**Exercise goal**
The pictures stay out. Please retype every line below exactly.

::: Provided records :::

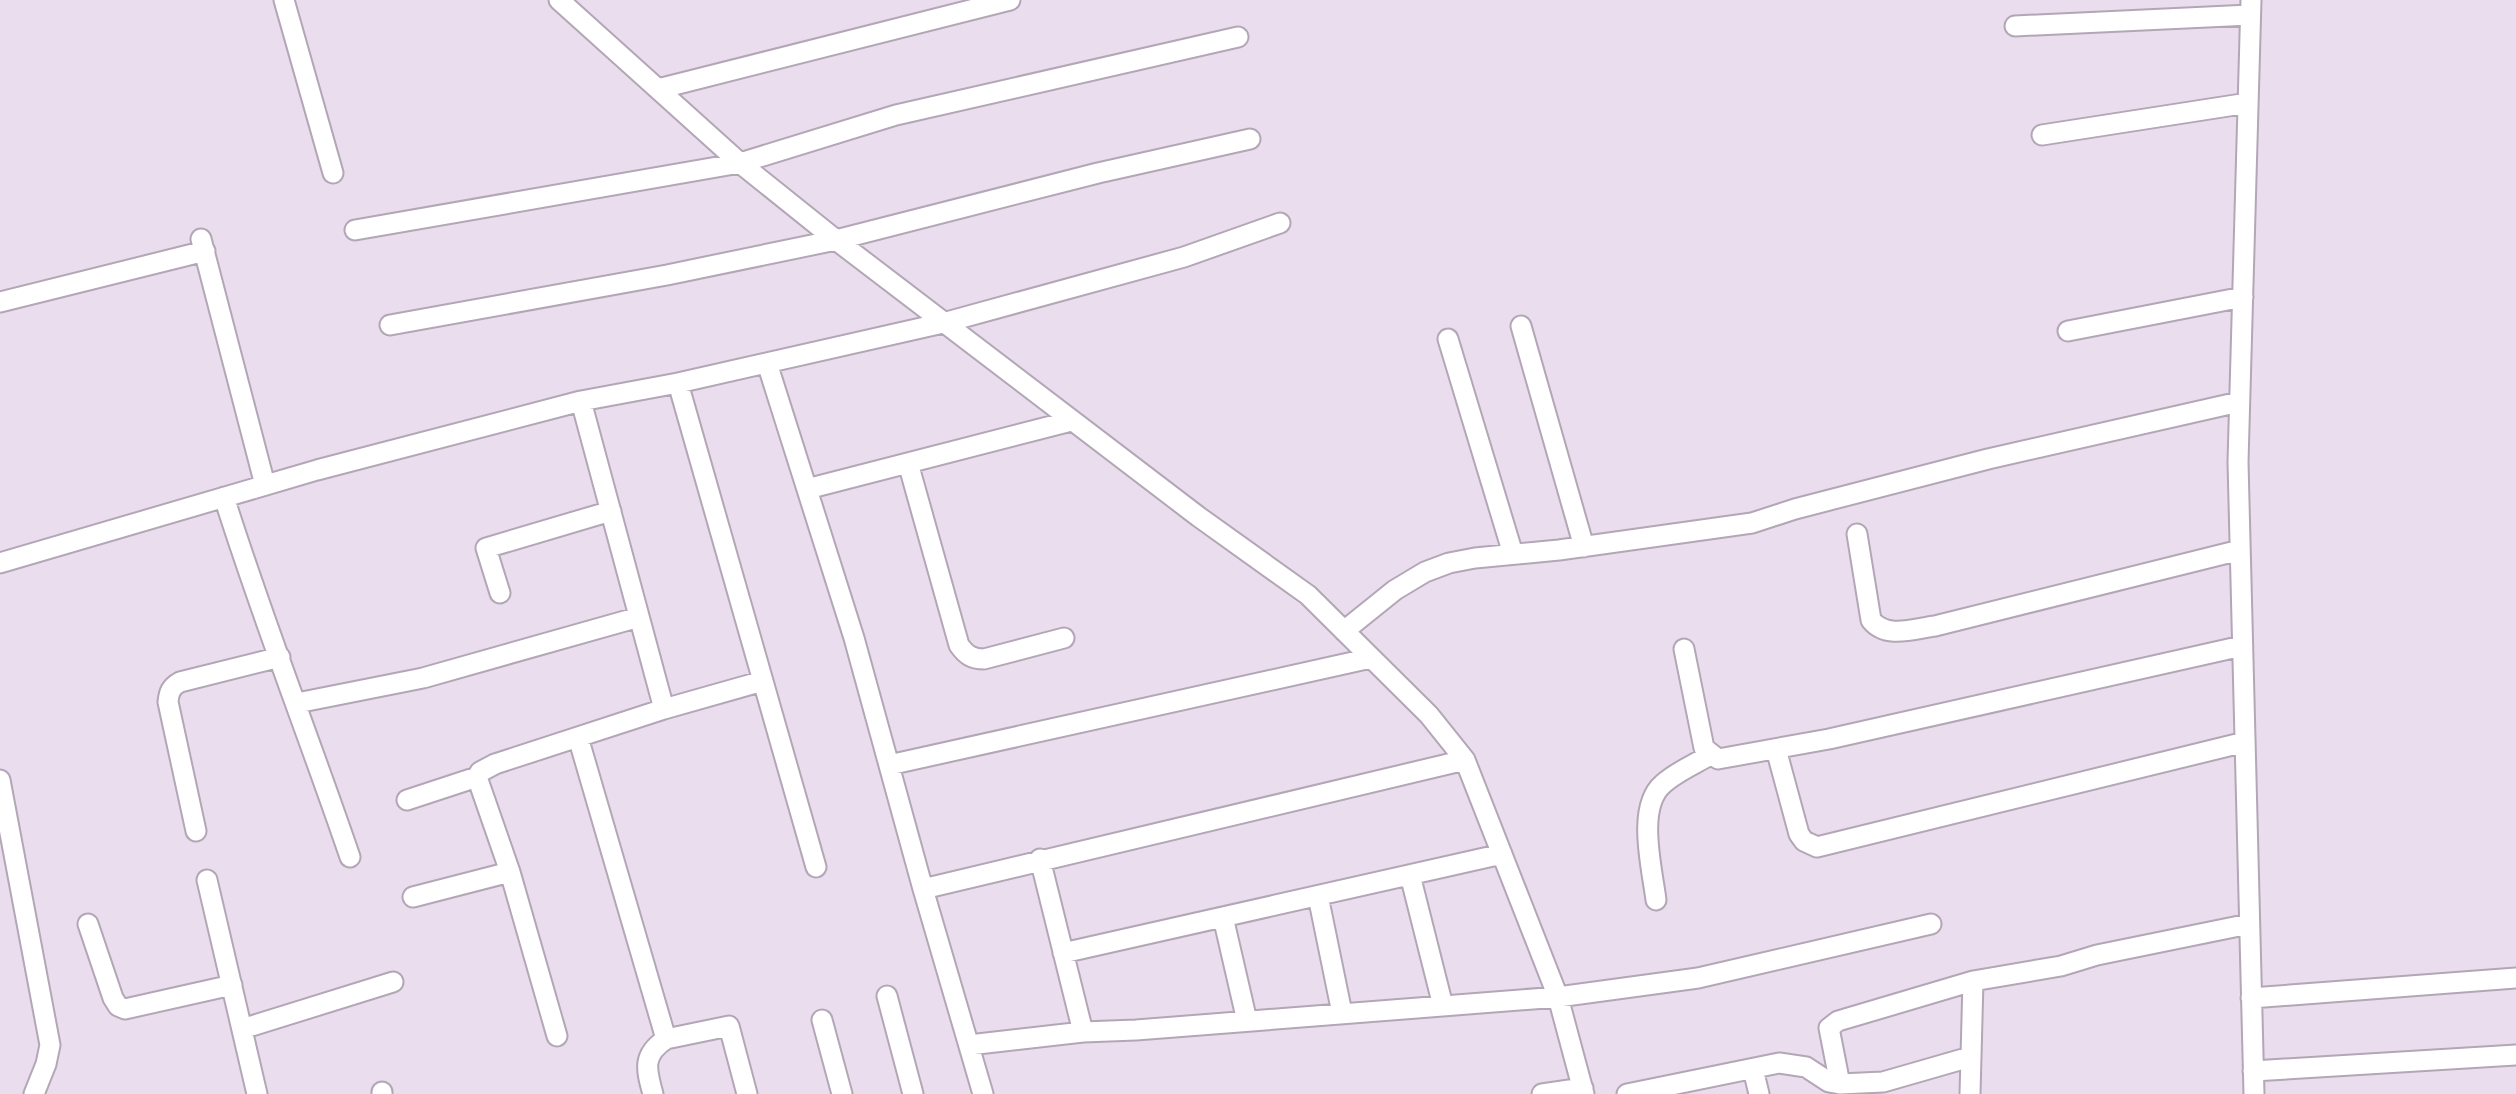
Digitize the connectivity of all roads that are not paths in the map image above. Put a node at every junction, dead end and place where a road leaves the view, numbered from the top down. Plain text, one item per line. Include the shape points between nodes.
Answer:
1 (284, 0) edge
2 (559, 0) edge
3 (1010, 0) edge
4 (2250, 7) edge
5 (938, 8) edge
6 (2015, 26) dead end
7 (1238, 37) dead end
8 (659, 89) junction
9 (2248, 103) junction
10 (2042, 135) dead end
11 (1250, 139) dead end
12 (740, 163) junction
13 (334, 173) dead end
14 (1280, 223) dead end
15 (355, 230) dead end
16 (836, 240) junction
17 (2243, 297) junction
18 (0, 302) edge
19 (943, 323) junction
20 (390, 325) dead end
21 (1521, 326) dead end
22 (2068, 331) dead end
23 (1448, 339) dead end
24 (768, 363) junction
25 (678, 383) junction
26 (581, 401) junction
27 (2239, 402) junction
28 (1072, 421) junction
29 (908, 463) junction
30 (265, 485) junction
31 (807, 489) junction
32 (224, 497) junction
33 (611, 511) junction
34 (1857, 534) dead end
35 (1584, 547) junction
36 (2240, 550) junction
37 (1513, 554) junction
38 (0, 562) edge
39 (500, 593) dead end
40 (639, 617) junction
41 (1344, 631) junction
42 (1064, 638) dead end
43 (2242, 646) junction
44 (1684, 649) dead end
45 (280, 657) junction
46 (1371, 658) junction
47 (764, 681) junction
48 (297, 704) junction
49 (664, 709) junction
50 (578, 737) junction
51 (2245, 742) junction
52 (1776, 749) junction
53 (1710, 755) junction
54 (1465, 760) junction
55 (889, 765) junction
56 (477, 777) junction
57 (0, 780) edge
58 (408, 800) dead end
59 (196, 831) dead end
60 (1502, 854) junction
61 (350, 858) dead end
62 (1040, 859) junction
63 (816, 867) dead end
64 (510, 872) junction
65 (1410, 875) junction
66 (207, 880) dead end
67 (923, 889) junction
68 (1318, 896) junction
69 (413, 897) dead end
70 (1656, 900) dead end
71 (1223, 917) junction
72 (1931, 924) dead end
73 (2249, 924) junction
74 (88, 925) dead end
75 (1063, 953) junction
76 (2516, 978) edge
77 (1973, 981) junction
78 (393, 982) dead end
79 (232, 985) junction
80 (887, 996) dead end
81 (1558, 997) junction
82 (2251, 998) junction
83 (1443, 1006) junction
84 (1342, 1013) junction
85 (822, 1020) dead end
86 (1247, 1021) junction
87 (242, 1029) junction
88 (1083, 1031) junction
89 (556, 1036) dead end
90 (666, 1039) junction
91 (969, 1045) junction
92 (2516, 1055) edge
93 (1970, 1056) junction
94 (1753, 1069) junction
95 (2253, 1071) junction
96 (1849, 1088) edge
97 (1584, 1091) edge
98 (34, 1094) edge
99 (257, 1094) edge
100 (653, 1094) edge
101 (747, 1094) edge
102 (842, 1094) edge
103 (912, 1094) edge
104 (983, 1094) edge
105 (1542, 1094) edge
106 (1627, 1094) edge
107 (1759, 1094) edge
108 (1970, 1094) edge
109 (2254, 1094) edge

1 - 13 street
2 - 8 street
3 - 5 street
4 - 6 street
4 - 9 street
5 - 8 street
7 - 12 street via 896,115
8 - 12 street
9 - 10 street
9 - 17 street
11 - 16 street
12 - 15 street
12 - 16 street
14 - 19 street via 1184,257
16 - 19 street
16 - 20 street
17 - 22 street
17 - 27 street
18 - 30 street via 203,245
19 - 24 street
19 - 28 street
21 - 35 street
23 - 37 street
24 - 25 street
24 - 31 street
25 - 26 street
25 - 47 street
26 - 30 street
26 - 33 street
27 - 35 street via 1988,458 1752,523
27 - 36 street
28 - 29 street
28 - 41 street via 1308,595
29 - 31 street
29 - 42 street via 963,651 984,659
30 - 32 street
31 - 55 street
32 - 38 street
32 - 45 street
33 - 39 street via 486,548
33 - 40 street
34 - 36 street via 1871,620 1889,632 1935,626
35 - 37 street
36 - 43 street
37 - 41 street via 1449,563 1425,572
40 - 48 street via 423,678
40 - 49 street
41 - 46 street
43 - 51 street
43 - 52 street
44 - 53 street via 1704,748
45 - 48 street
45 - 59 street via 180,682 169,693
46 - 54 street via 1429,715
46 - 55 street
47 - 49 street
47 - 63 street
48 - 61 street
49 - 50 street
50 - 56 street via 495,764
50 - 90 street
51 - 52 street via 1817,847 1799,834
51 - 73 street
52 - 53 street via 1718,759
53 - 70 street via 1663,784 1651,799 1647,815
54 - 60 street
54 - 62 street
55 - 67 street
56 - 58 street
56 - 64 street
57 - 98 street via 50,1045
60 - 65 street
60 - 81 street
62 - 67 street
62 - 75 street
64 - 69 street
64 - 89 street
65 - 68 street
65 - 83 street
66 - 79 street
67 - 91 street
68 - 71 street
68 - 84 street
71 - 75 street
71 - 86 street
72 - 81 street via 1698,978
73 - 77 street
73 - 82 street
74 - 79 street via 113,998 125,1009
75 - 88 street
76 - 82 street
77 - 93 street
77 - 96 street via 1838,1021 1829,1028
78 - 87 street
79 - 87 street
80 - 103 street
81 - 83 street
81 - 97 street
82 - 95 street
83 - 84 street
84 - 86 street
85 - 102 street
86 - 88 street
87 - 99 street
88 - 91 street
90 - 100 street via 653,1048 646,1069
90 - 101 street via 729,1026
91 - 104 street
92 - 95 street
93 - 96 street
93 - 108 street
94 - 96 street via 1779,1063 1806,1067
94 - 106 street
94 - 107 street
95 - 109 street
97 - 105 street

:::

**Your response**
Digitize the connectivity of all roads that are not paths in the map image above. Put a node at every junction, dead end and place where a road leaves the view, numbered from the top down. Plain text, one item per line. Include the shape points between nodes.
Answer:
1 (284, 0) edge
2 (559, 0) edge
3 (1010, 0) edge
4 (2250, 7) edge
5 (938, 8) edge
6 (2015, 26) dead end
7 (1238, 37) dead end
8 (659, 89) junction
9 (2248, 103) junction
10 (2042, 135) dead end
11 (1250, 139) dead end
12 (740, 163) junction
13 (334, 173) dead end
14 (1280, 223) dead end
15 (355, 230) dead end
16 (836, 240) junction
17 (2243, 297) junction
18 (0, 302) edge
19 (943, 323) junction
20 (390, 325) dead end
21 (1521, 326) dead end
22 (2068, 331) dead end
23 (1448, 339) dead end
24 (768, 363) junction
25 (678, 383) junction
26 (581, 401) junction
27 (2239, 402) junction
28 (1072, 421) junction
29 (908, 463) junction
30 (265, 485) junction
31 (807, 489) junction
32 (224, 497) junction
33 (611, 511) junction
34 (1857, 534) dead end
35 (1584, 547) junction
36 (2240, 550) junction
37 (1513, 554) junction
38 (0, 562) edge
39 (500, 593) dead end
40 (639, 617) junction
41 (1344, 631) junction
42 (1064, 638) dead end
43 (2242, 646) junction
44 (1684, 649) dead end
45 (280, 657) junction
46 (1371, 658) junction
47 (764, 681) junction
48 (297, 704) junction
49 (664, 709) junction
50 (578, 737) junction
51 (2245, 742) junction
52 (1776, 749) junction
53 (1710, 755) junction
54 (1465, 760) junction
55 (889, 765) junction
56 (477, 777) junction
57 (0, 780) edge
58 (408, 800) dead end
59 (196, 831) dead end
60 (1502, 854) junction
61 (350, 858) dead end
62 (1040, 859) junction
63 (816, 867) dead end
64 (510, 872) junction
65 (1410, 875) junction
66 (207, 880) dead end
67 (923, 889) junction
68 (1318, 896) junction
69 (413, 897) dead end
70 (1656, 900) dead end
71 (1223, 917) junction
72 (1931, 924) dead end
73 (2249, 924) junction
74 (88, 925) dead end
75 (1063, 953) junction
76 (2516, 978) edge
77 (1973, 981) junction
78 (393, 982) dead end
79 (232, 985) junction
80 (887, 996) dead end
81 (1558, 997) junction
82 (2251, 998) junction
83 (1443, 1006) junction
84 (1342, 1013) junction
85 (822, 1020) dead end
86 (1247, 1021) junction
87 (242, 1029) junction
88 (1083, 1031) junction
89 (556, 1036) dead end
90 (666, 1039) junction
91 (969, 1045) junction
92 (2516, 1055) edge
93 (1970, 1056) junction
94 (1753, 1069) junction
95 (2253, 1071) junction
96 (1849, 1088) edge
97 (1584, 1091) edge
98 (34, 1094) edge
99 (257, 1094) edge
100 (653, 1094) edge
101 (747, 1094) edge
102 (842, 1094) edge
103 (912, 1094) edge
104 (983, 1094) edge
105 (1542, 1094) edge
106 (1627, 1094) edge
107 (1759, 1094) edge
108 (1970, 1094) edge
109 (2254, 1094) edge

1 - 13 street
2 - 8 street
3 - 5 street
4 - 6 street
4 - 9 street
5 - 8 street
7 - 12 street via 896,115
8 - 12 street
9 - 10 street
9 - 17 street
11 - 16 street
12 - 15 street
12 - 16 street
14 - 19 street via 1184,257
16 - 19 street
16 - 20 street
17 - 22 street
17 - 27 street
18 - 30 street via 203,245
19 - 24 street
19 - 28 street
21 - 35 street
23 - 37 street
24 - 25 street
24 - 31 street
25 - 26 street
25 - 47 street
26 - 30 street
26 - 33 street
27 - 35 street via 1988,458 1752,523
27 - 36 street
28 - 29 street
28 - 41 street via 1308,595
29 - 31 street
29 - 42 street via 963,651 984,659
30 - 32 street
31 - 55 street
32 - 38 street
32 - 45 street
33 - 39 street via 486,548
33 - 40 street
34 - 36 street via 1871,620 1889,632 1935,626
35 - 37 street
36 - 43 street
37 - 41 street via 1449,563 1425,572
40 - 48 street via 423,678
40 - 49 street
41 - 46 street
43 - 51 street
43 - 52 street
44 - 53 street via 1704,748
45 - 48 street
45 - 59 street via 180,682 169,693
46 - 54 street via 1429,715
46 - 55 street
47 - 49 street
47 - 63 street
48 - 61 street
49 - 50 street
50 - 56 street via 495,764
50 - 90 street
51 - 52 street via 1817,847 1799,834
51 - 73 street
52 - 53 street via 1718,759
53 - 70 street via 1663,784 1651,799 1647,815
54 - 60 street
54 - 62 street
55 - 67 street
56 - 58 street
56 - 64 street
57 - 98 street via 50,1045
60 - 65 street
60 - 81 street
62 - 67 street
62 - 75 street
64 - 69 street
64 - 89 street
65 - 68 street
65 - 83 street
66 - 79 street
67 - 91 street
68 - 71 street
68 - 84 street
71 - 75 street
71 - 86 street
72 - 81 street via 1698,978
73 - 77 street
73 - 82 street
74 - 79 street via 113,998 125,1009
75 - 88 street
76 - 82 street
77 - 93 street
77 - 96 street via 1838,1021 1829,1028
78 - 87 street
79 - 87 street
80 - 103 street
81 - 83 street
81 - 97 street
82 - 95 street
83 - 84 street
84 - 86 street
85 - 102 street
86 - 88 street
87 - 99 street
88 - 91 street
90 - 100 street via 653,1048 646,1069
90 - 101 street via 729,1026
91 - 104 street
92 - 95 street
93 - 96 street
93 - 108 street
94 - 96 street via 1779,1063 1806,1067
94 - 106 street
94 - 107 street
95 - 109 street
97 - 105 street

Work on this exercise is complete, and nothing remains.